** EXERCISE AIM **
Where a line in the records holds "view", count it once; return only the final number.

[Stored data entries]
################

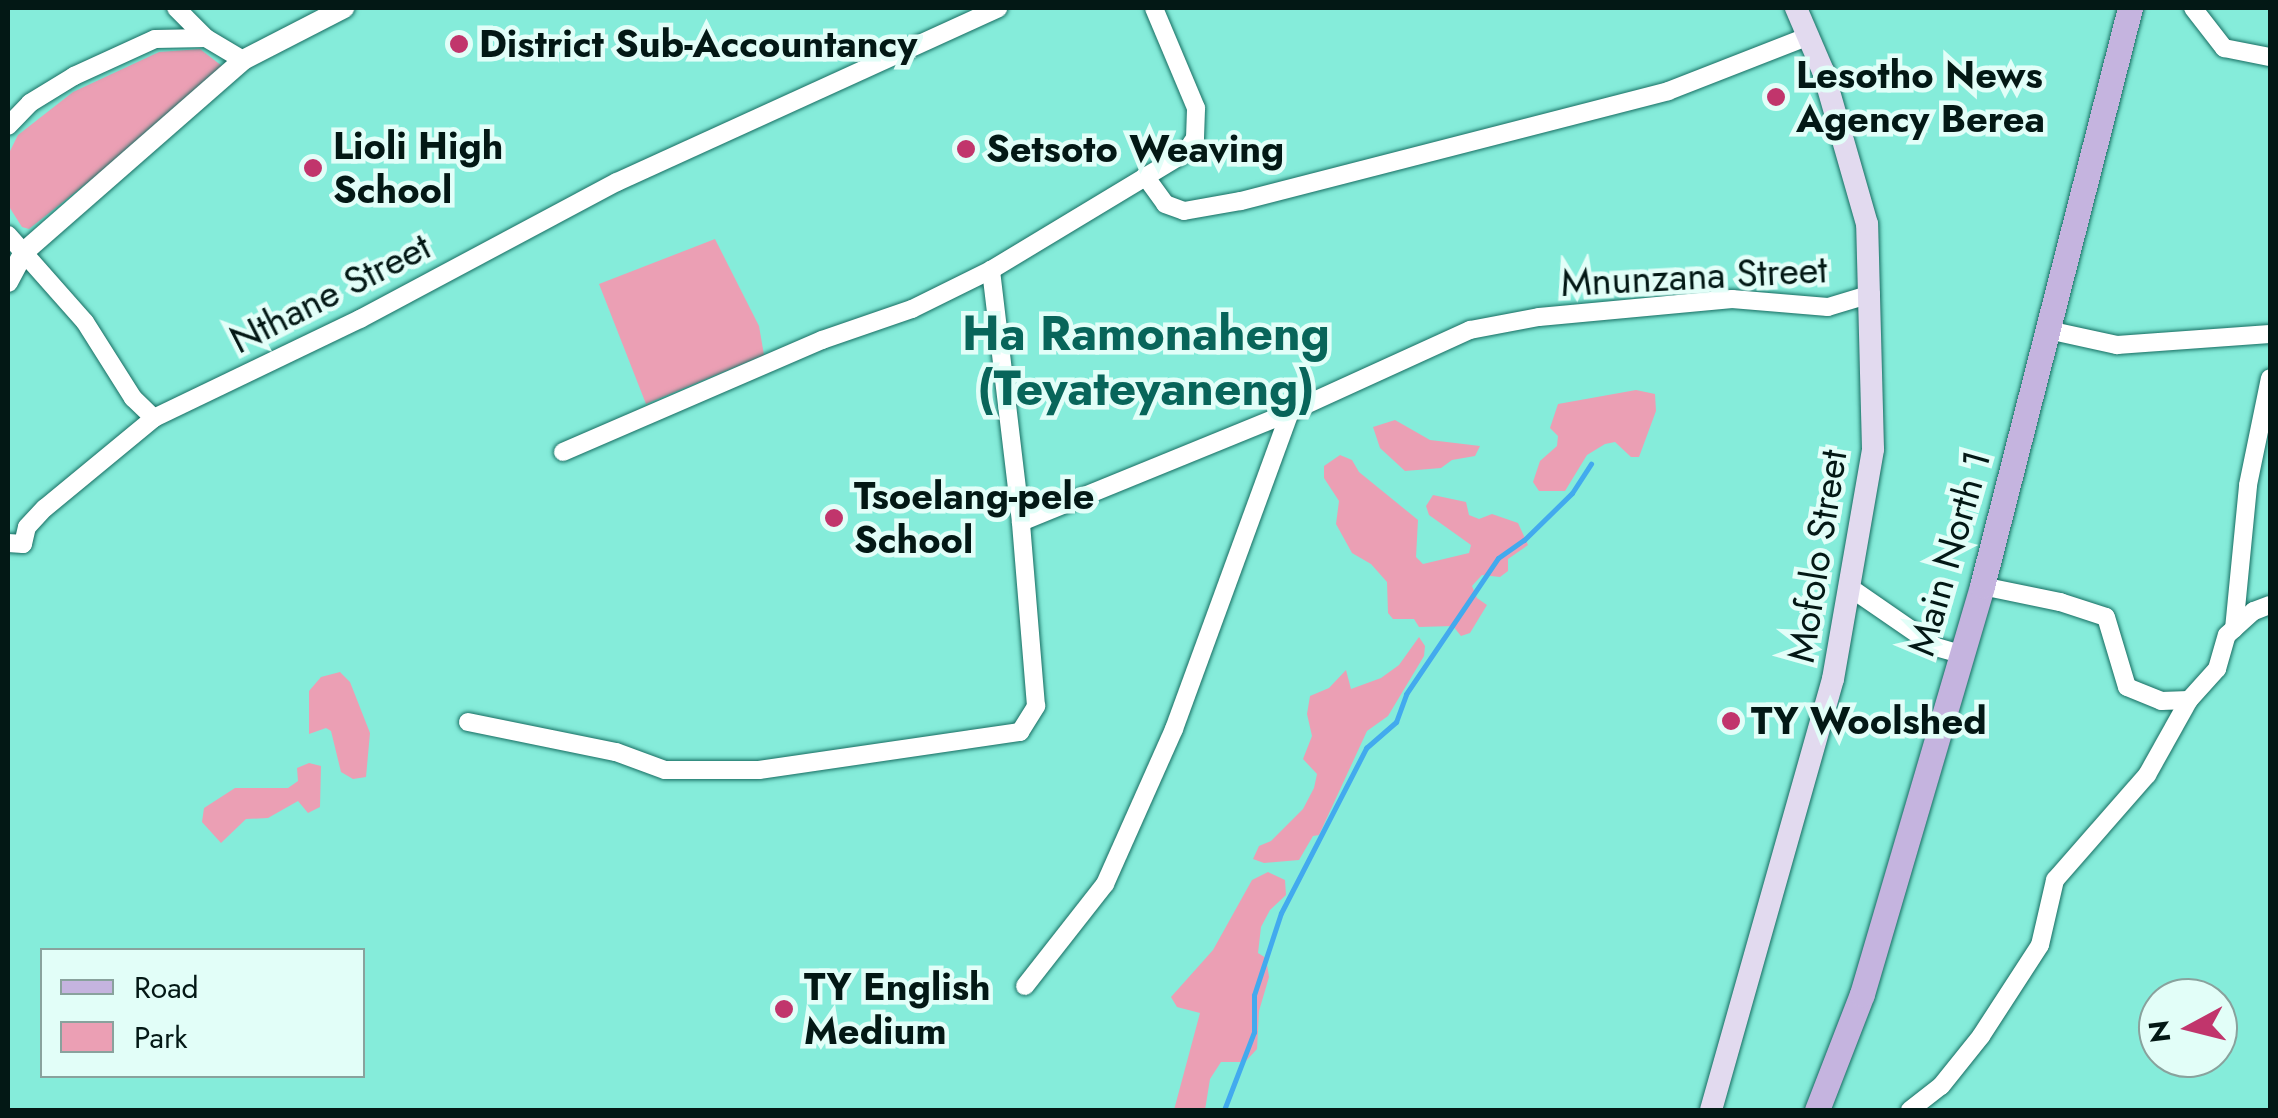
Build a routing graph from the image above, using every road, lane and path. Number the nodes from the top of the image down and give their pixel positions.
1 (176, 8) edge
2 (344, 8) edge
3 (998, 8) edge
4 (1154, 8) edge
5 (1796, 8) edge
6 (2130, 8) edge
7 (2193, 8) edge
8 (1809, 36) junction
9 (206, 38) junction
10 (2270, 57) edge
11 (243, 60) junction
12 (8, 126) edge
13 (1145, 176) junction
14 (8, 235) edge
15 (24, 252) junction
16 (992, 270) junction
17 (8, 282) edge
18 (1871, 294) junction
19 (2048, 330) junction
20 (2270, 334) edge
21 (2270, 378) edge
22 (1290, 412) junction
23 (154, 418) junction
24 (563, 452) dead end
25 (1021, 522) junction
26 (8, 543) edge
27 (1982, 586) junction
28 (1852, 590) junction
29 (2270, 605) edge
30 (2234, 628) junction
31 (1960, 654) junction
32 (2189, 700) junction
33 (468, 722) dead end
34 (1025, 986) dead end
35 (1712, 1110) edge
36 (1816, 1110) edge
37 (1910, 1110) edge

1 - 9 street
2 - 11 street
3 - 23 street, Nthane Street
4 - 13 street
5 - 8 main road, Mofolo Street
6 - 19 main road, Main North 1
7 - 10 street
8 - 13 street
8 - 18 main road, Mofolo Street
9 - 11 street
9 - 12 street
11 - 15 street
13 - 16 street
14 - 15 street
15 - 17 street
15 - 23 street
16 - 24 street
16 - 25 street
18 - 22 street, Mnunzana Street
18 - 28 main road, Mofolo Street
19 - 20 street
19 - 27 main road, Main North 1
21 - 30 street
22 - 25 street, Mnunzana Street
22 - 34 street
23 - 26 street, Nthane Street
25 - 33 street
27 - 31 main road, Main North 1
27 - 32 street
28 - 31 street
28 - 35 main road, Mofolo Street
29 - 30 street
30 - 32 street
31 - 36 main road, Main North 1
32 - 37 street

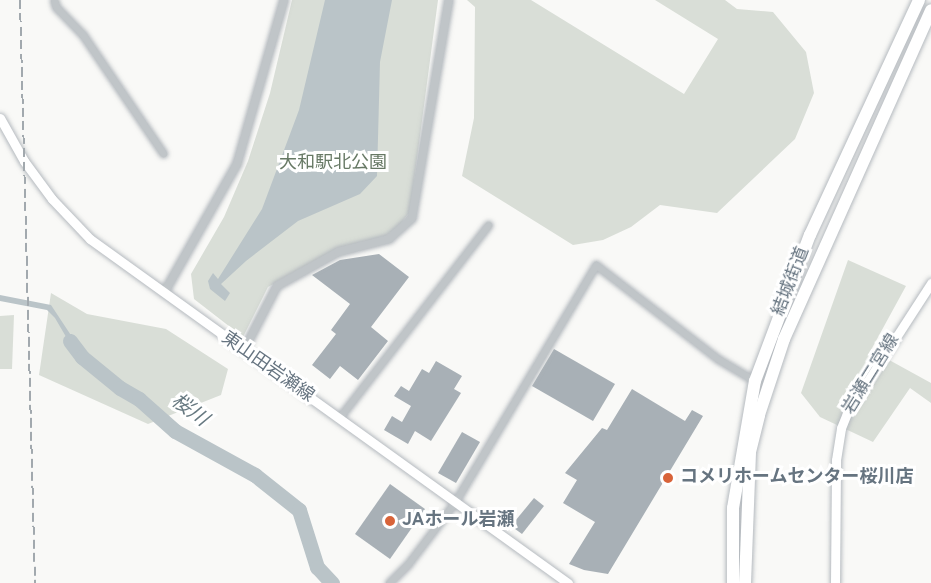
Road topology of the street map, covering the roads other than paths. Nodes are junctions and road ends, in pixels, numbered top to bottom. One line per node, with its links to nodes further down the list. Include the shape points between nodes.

################

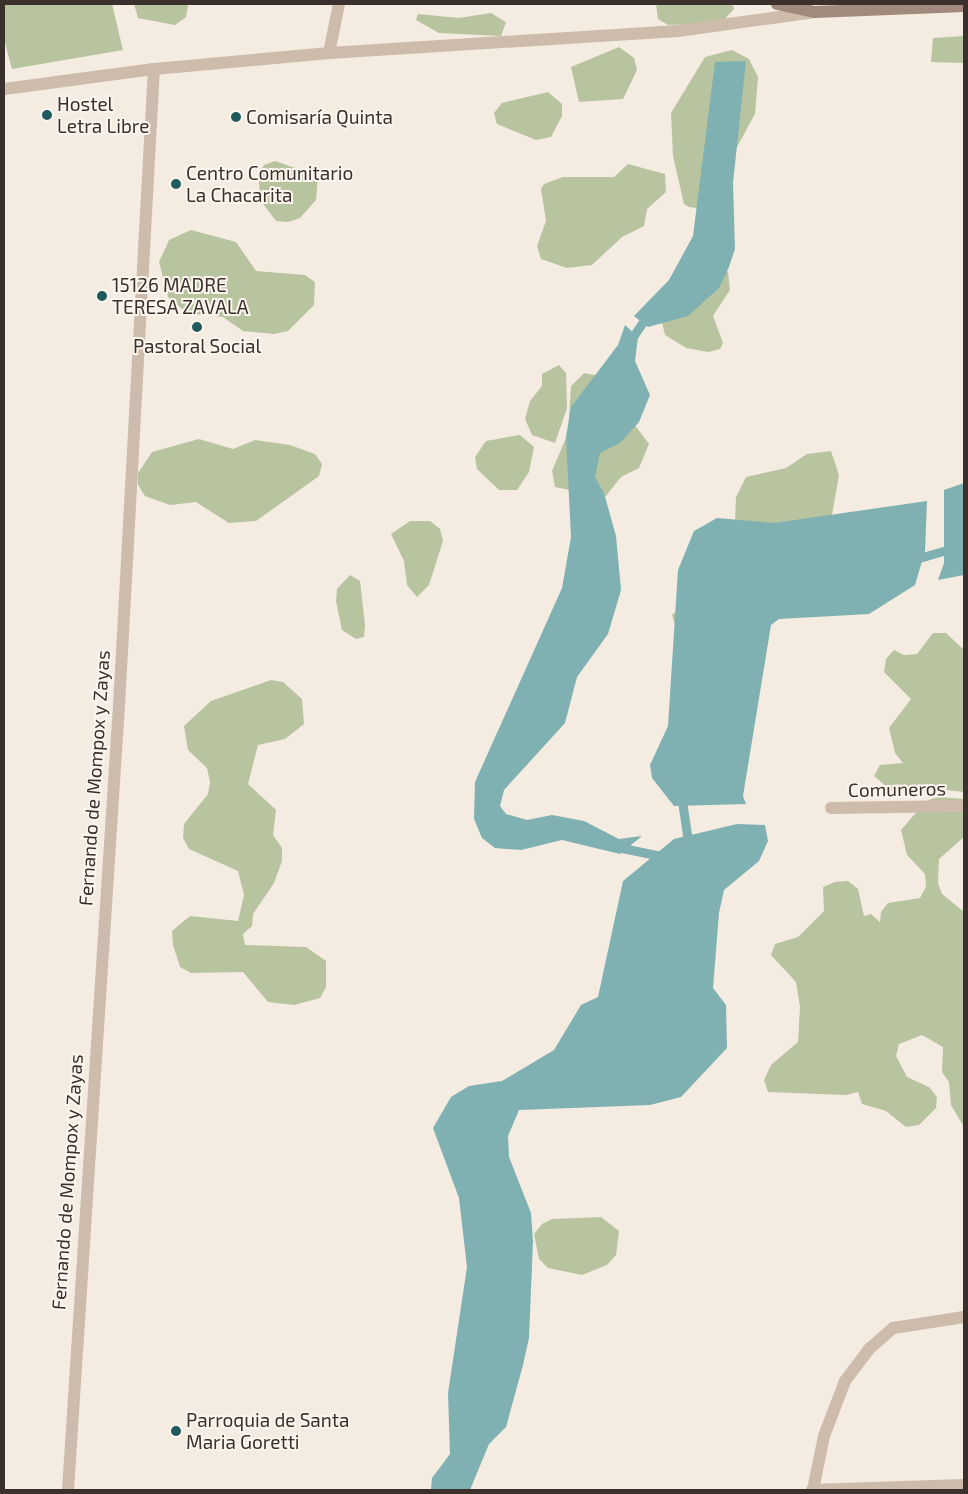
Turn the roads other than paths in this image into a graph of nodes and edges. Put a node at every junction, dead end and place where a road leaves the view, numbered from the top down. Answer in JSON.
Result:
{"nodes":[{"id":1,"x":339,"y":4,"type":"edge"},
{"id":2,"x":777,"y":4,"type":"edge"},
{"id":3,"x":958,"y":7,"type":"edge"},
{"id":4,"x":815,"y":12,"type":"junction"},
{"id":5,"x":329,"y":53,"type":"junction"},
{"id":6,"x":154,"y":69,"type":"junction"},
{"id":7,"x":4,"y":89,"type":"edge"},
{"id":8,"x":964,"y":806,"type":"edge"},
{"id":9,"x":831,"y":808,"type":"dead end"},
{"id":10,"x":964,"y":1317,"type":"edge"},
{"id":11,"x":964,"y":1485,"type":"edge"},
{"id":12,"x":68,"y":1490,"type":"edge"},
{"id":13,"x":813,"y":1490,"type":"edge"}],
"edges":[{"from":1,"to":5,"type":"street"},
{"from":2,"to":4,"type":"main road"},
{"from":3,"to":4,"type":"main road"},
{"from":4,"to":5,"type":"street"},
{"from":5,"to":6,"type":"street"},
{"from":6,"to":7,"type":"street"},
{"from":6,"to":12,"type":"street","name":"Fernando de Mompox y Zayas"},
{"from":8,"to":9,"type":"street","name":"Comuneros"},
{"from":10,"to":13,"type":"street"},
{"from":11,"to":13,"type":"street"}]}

################

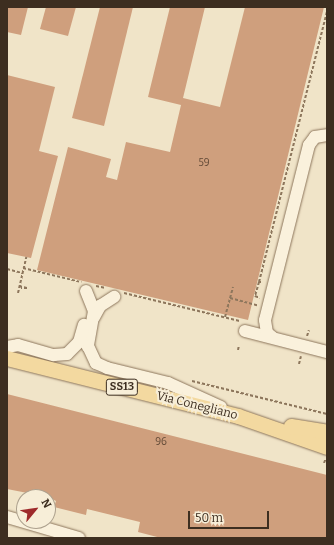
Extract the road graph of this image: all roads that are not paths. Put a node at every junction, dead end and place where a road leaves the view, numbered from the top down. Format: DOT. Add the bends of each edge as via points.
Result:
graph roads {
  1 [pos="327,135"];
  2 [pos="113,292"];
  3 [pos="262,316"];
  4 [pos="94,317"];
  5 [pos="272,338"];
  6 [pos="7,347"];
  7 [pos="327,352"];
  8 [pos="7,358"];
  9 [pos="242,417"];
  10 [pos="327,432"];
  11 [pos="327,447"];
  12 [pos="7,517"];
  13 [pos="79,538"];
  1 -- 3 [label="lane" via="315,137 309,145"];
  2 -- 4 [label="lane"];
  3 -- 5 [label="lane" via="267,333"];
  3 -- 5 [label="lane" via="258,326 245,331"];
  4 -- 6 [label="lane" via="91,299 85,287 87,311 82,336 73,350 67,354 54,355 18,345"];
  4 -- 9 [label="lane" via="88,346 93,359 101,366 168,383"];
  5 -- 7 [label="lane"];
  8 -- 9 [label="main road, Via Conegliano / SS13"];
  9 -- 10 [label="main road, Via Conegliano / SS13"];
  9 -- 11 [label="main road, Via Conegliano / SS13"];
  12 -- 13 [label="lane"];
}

################

** SOLUTION FOR THIS TASK **
2